_GOAL OF THE EXERCISE_
Only lines containing the word "Plaça" are needed; pull them out of the material.

_EXTRACTED MATERIAL_

- Opening Delimiter -

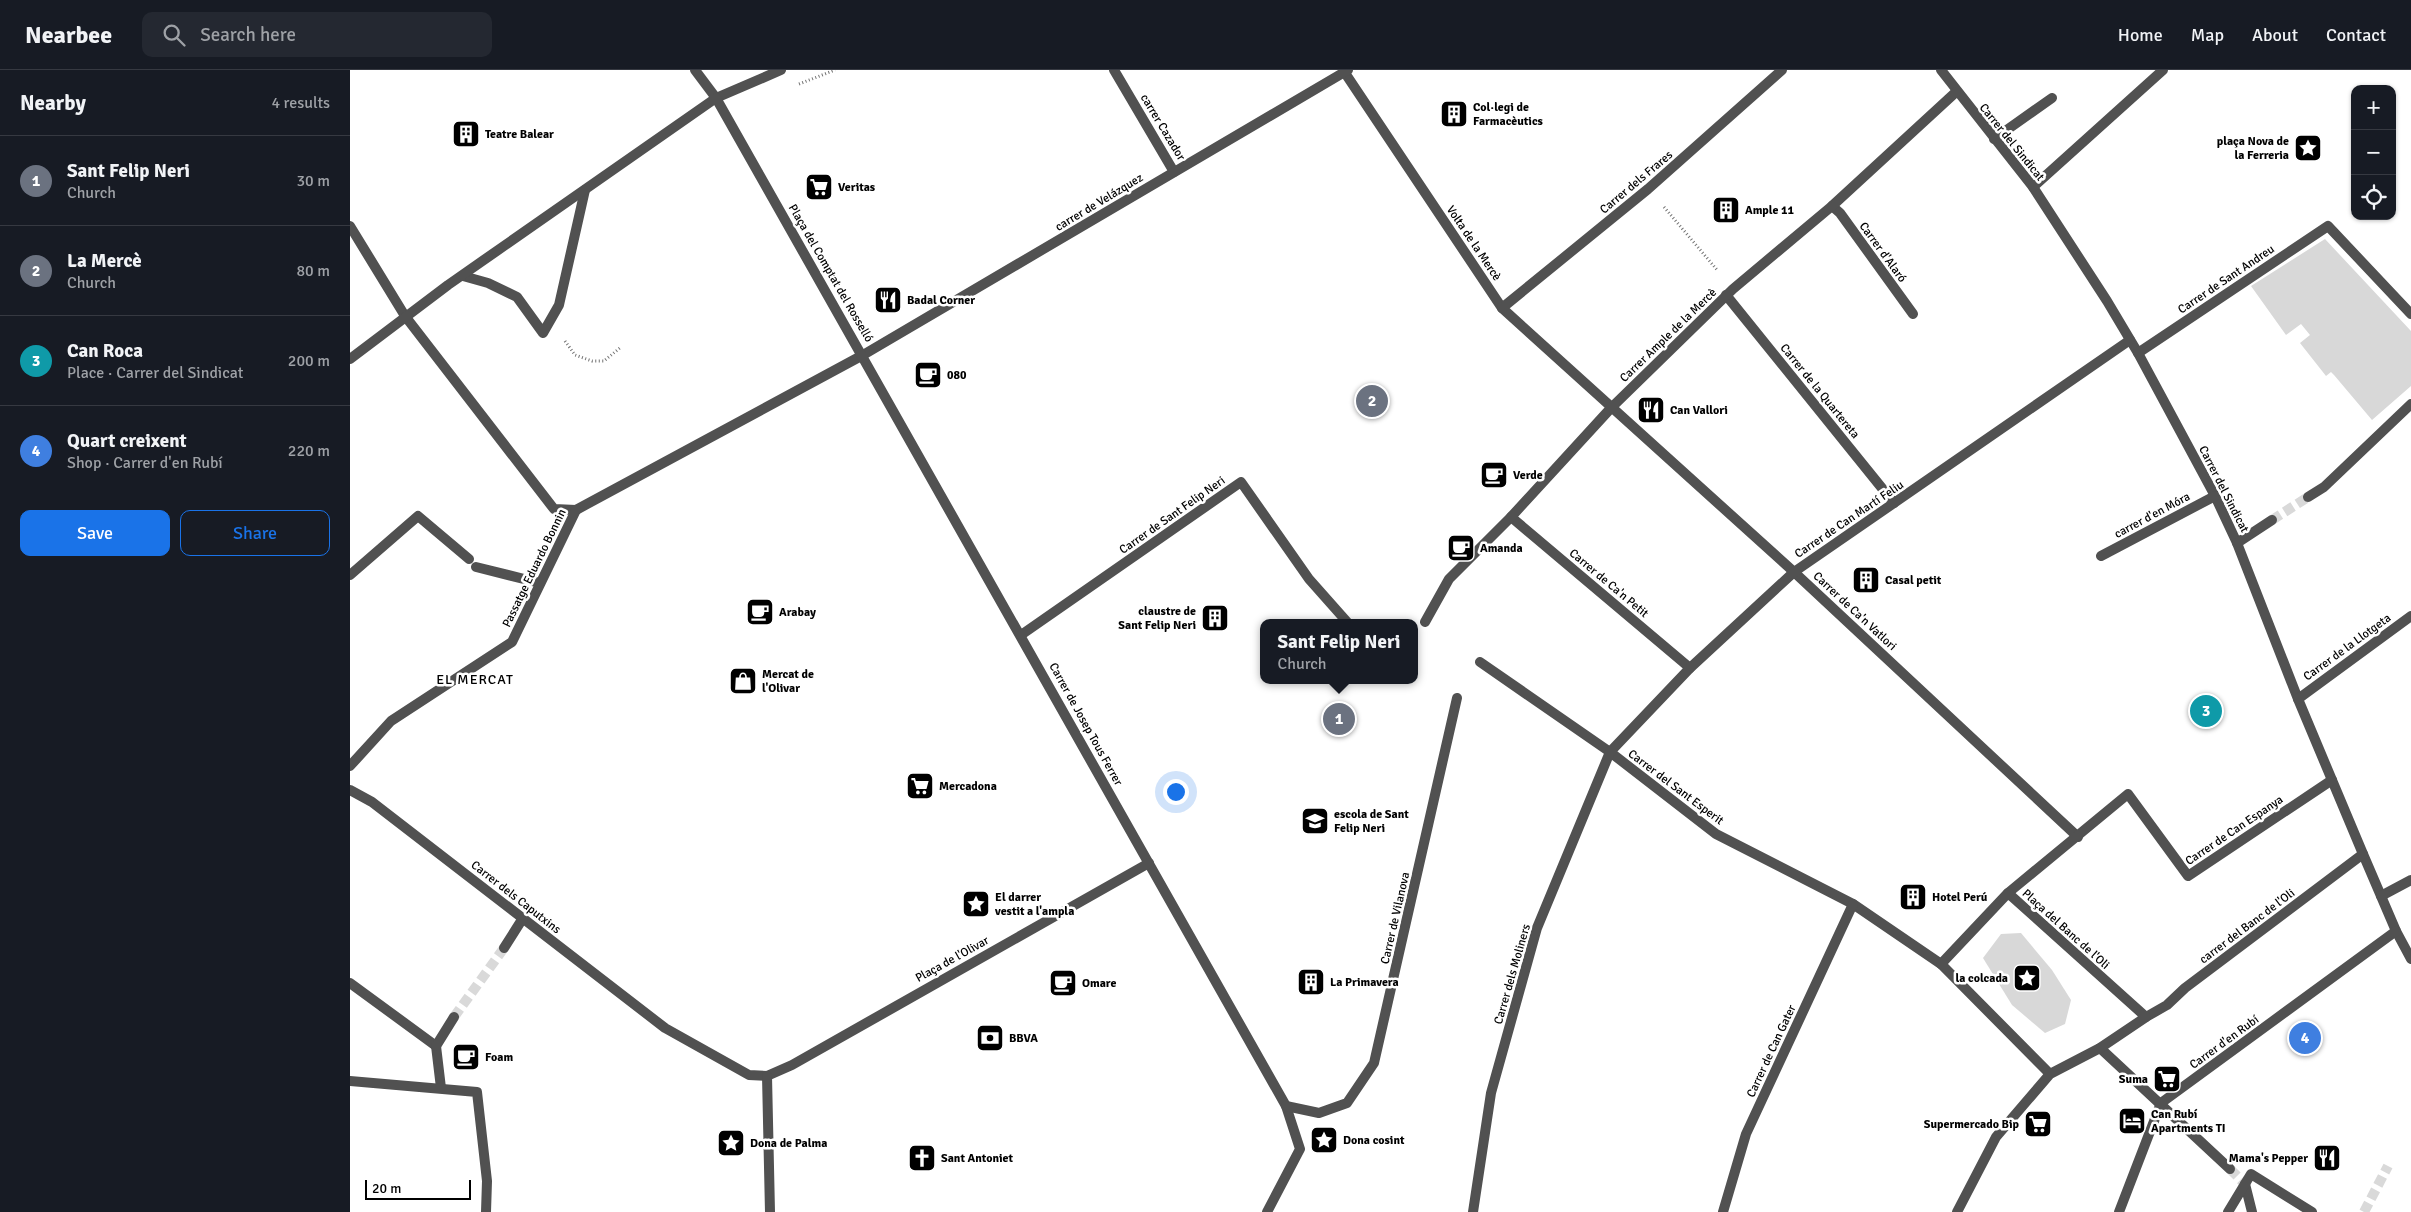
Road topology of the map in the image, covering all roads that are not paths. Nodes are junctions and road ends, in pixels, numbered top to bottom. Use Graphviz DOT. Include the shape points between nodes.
graph roads {
  1 [pos="695,70"];
  2 [pos="781,70"];
  3 [pos="1114,70"];
  4 [pos="1782,70"];
  5 [pos="1941,70"];
  6 [pos="2163,70"];
  7 [pos="1345,71"];
  8 [pos="1956,92"];
  9 [pos="716,98"];
  10 [pos="2052,98"];
  11 [pos="1994,139"];
  12 [pos="1174,172"];
  13 [pos="2033,187"];
  14 [pos="584,190"];
  15 [pos="1832,206"];
  16 [pos="350,226"];
  17 [pos="463,276"];
  18 [pos="1730,292"];
  19 [pos="1502,308"];
  20 [pos="1913,314"];
  21 [pos="2411,314"];
  22 [pos="406,316"];
  23 [pos="2130,340"];
  24 [pos="2138,353"];
  25 [pos="863,355"];
  26 [pos="350,359"];
  27 [pos="2411,404"];
  28 [pos="1611,408"];
  29 [pos="2215,496"];
  30 [pos="2308,497"];
  31 [pos="1894,503"];
  32 [pos="576,510"];
  33 [pos="1511,517"];
  34 [pos="2272,520"];
  35 [pos="2237,543"];
  36 [pos="2100,556"];
  37 [pos="1794,572"];
  38 [pos="350,575"];
  39 [pos="540,583"];
  40 [pos="2411,616"];
  41 [pos="1344,619"];
  42 [pos="1425,622"];
  43 [pos="1021,635"];
  44 [pos="1480,662"];
  45 [pos="1690,668"];
  46 [pos="1457,698"];
  47 [pos="2298,699"];
  48 [pos="1610,752"];
  49 [pos="350,766"];
  50 [pos="2332,780"];
  51 [pos="350,790"];
  52 [pos="2078,837"];
  53 [pos="2363,854"];
  54 [pos="1150,864"];
  55 [pos="2411,880"];
  56 [pos="2008,893"];
  57 [pos="2381,896"];
  58 [pos="1853,904"];
  59 [pos="523,918"];
  60 [pos="2396,932"];
  61 [pos="504,948"];
  62 [pos="2411,959"];
  63 [pos="1941,964"];
  64 [pos="350,983"];
  65 [pos="454,1017"];
  66 [pos="2146,1017"];
  67 [pos="436,1046"];
  68 [pos="2100,1048"];
  69 [pos="2050,1074"];
  70 [pos="767,1076"];
  71 [pos="350,1081"];
  72 [pos="441,1088"];
  73 [pos="2161,1103"];
  74 [pos="1286,1106"];
  75 [pos="2230,1169"];
  76 [pos="2245,1184"];
  77 [pos="486,1212"];
  78 [pos="770,1212"];
  79 [pos="1267,1212"];
  80 [pos="1472,1212"];
  81 [pos="1723,1212"];
  82 [pos="1957,1212"];
  83 [pos="2119,1212"];
  84 [pos="2228,1212"];
  85 [pos="2252,1212"];
  86 [pos="2312,1212"];
  1 -- 9 [label="street, Plaça del Comptat del Rosselló"];
  2 -- 9 [label="street"];
  3 -- 12 [label="street, carrer Cazador"];
  4 -- 19 [label="street, Carrer dels Frares" via="1648,189"];
  5 -- 8 [label="street, Carrer del Sindicat"];
  6 -- 13 [label="street"];
  7 -- 12 [label="street, carrer de Velázquez"];
  7 -- 19 [label="street, Volta de la Mercè"];
  8 -- 11 [label="street, Carrer del Sindicat"];
  8 -- 15 [label="street, Carrer Ample de la Mercè"];
  9 -- 14 [label="street"];
  9 -- 25 [label="street, Plaça del Comptat del Rosselló"];
  10 -- 11 [label="street"];
  11 -- 13 [label="street, Carrer del Sindicat"];
  12 -- 25 [label="street, carrer de Velázquez"];
  13 -- 23 [label="street, Carrer del Sindicat"];
  14 -- 17 [label="street"];
  14 -- 17 [label="street" via="559,305 543,333 517,296"];
  15 -- 18 [label="street, Carrer Ample de la Mercè"];
  15 -- 20 [label="street, Carrer d'Alaró"];
  16 -- 22 [label="street"];
  17 -- 22 [label="street"];
  18 -- 28 [label="street, Carrer Ample de la Mercè"];
  18 -- 31 [label="street, Carrer de la Quartereta"];
  19 -- 28 [label="street, Volta de la Mercè"];
  21 -- 24 [label="street, Carrer de Sant Andreu" via="2328,226"];
  22 -- 26 [label="street"];
  22 -- 32 [label="street" via="554,510"];
  23 -- 24 [label="street, Carrer del Sindicat"];
  23 -- 31 [label="street, Carrer de Can Martí Feliu"];
  24 -- 29 [label="street, Carrer del Sindicat"];
  25 -- 32 [label="street, Plaça del Comptat del Rosselló"];
  25 -- 43 [label="street, Carrer de Josep Tous Ferrer"];
  27 -- 30 [label="street" via="2324,487"];
  28 -- 33 [label="street, Carrer Ample de la Mercè"];
  28 -- 37 [label="street, Carrer de Ca'n Vatlori"];
  29 -- 35 [label="street, Carrer del Sindicat"];
  29 -- 36 [label="street, carrer d'en Móra"];
  31 -- 37 [label="street, Carrer de Can Martí Feliu"];
  32 -- 39 [label="street, Passatge Eduardo Bonnin"];
  33 -- 42 [label="street, Carrer Ample de la Mercè" via="1449,579"];
  33 -- 45 [label="street, Carrer de Ca'n Petit"];
  34 -- 35 [label="street"];
  35 -- 47 [label="street, Carrer del Sindicat"];
  37 -- 45 [label="street, Carrer de Can Martí Feliu"];
  37 -- 52 [label="street, Carrer de Ca'n Vatlori"];
  38 -- 39 [label="street" via="418,516 472,563"];
  39 -- 49 [label="street, Passatge Eduardo Bonnin" via="512,642 391,721"];
  40 -- 47 [label="street, Carrer de la Llotgeta"];
  41 -- 43 [label="street, Carrer de Sant Felip Neri" via="1309,579 1240,482"];
  43 -- 54 [label="street, Carrer de Josep Tous Ferrer"];
  44 -- 48 [label="street, Carrer del Sant Esperit"];
  45 -- 48 [label="street, Carrer de Can Martí Feliu"];
  46 -- 74 [label="street, Carrer de Vilanova" via="1374,1063 1347,1103 1319,1113"];
  47 -- 50 [label="street, Carrer del Sindicat"];
  48 -- 58 [label="street, Carrer del Sant Esperit" via="1716,834"];
  48 -- 80 [label="street, Carrer dels Moliners" via="1537,928 1491,1094"];
  50 -- 52 [label="street, Carrer de Can Espanya" via="2188,876 2128,794"];
  50 -- 53 [label="street, Carrer del Sindicat"];
  51 -- 59 [label="street, Carrer dels Caputxins" via="372,802"];
  52 -- 56 [label="street, Carrer de Can Espanya"];
  53 -- 57 [label="street, Carrer del Sindicat"];
  53 -- 66 [label="street, carrer del Banc de l'Oli" via="2167,1005"];
  54 -- 70 [label="street, Plaça de l'Olivar"];
  54 -- 74 [label="street, Carrer de Josep Tous Ferrer"];
  55 -- 57 [label="street"];
  56 -- 63 [label="street, Plaça del Banc de l'Oli"];
  56 -- 66 [label="street, Plaça del Banc de l'Oli"];
  57 -- 60 [label="street, Carrer del Sindicat"];
  58 -- 63 [label="street, Carrer del Sant Esperit"];
  58 -- 81 [label="street, Carrer de Can Gater" via="1746,1134"];
  59 -- 61 [label="street"];
  59 -- 70 [label="street, Carrer dels Caputxins" via="665,1028 749,1076"];
  60 -- 62 [label="street, Carrer del Sindicat"];
  60 -- 73 [label="street, Carrer d'en Rubí"];
  63 -- 69 [label="street"];
  64 -- 67 [label="street"];
  65 -- 67 [label="street"];
  66 -- 68 [label="street"];
  67 -- 72 [label="street"];
  68 -- 69 [label="street"];
  68 -- 73 [label="street"];
  69 -- 82 [label="street" via="1996,1138"];
  70 -- 78 [label="street"];
  71 -- 72 [label="street"];
  72 -- 77 [label="street" via="477,1092 487,1181"];
  73 -- 75 [label="street"];
  73 -- 83 [label="street"];
  74 -- 79 [label="street, Carrer de Josep Tous Ferrer" via="1300,1149"];
  76 -- 84 [label="street"];
  76 -- 85 [label="street"];
  76 -- 86 [label="street" via="2251,1174"];
}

- Closing Delimiter -

_TASK OUTPUT_
  1 -- 9 [label="street, Plaça del Comptat del Rosselló"];
  9 -- 25 [label="street, Plaça del Comptat del Rosselló"];
  25 -- 32 [label="street, Plaça del Comptat del Rosselló"];
  54 -- 70 [label="street, Plaça de l'Olivar"];
  56 -- 63 [label="street, Plaça del Banc de l'Oli"];
  56 -- 66 [label="street, Plaça del Banc de l'Oli"];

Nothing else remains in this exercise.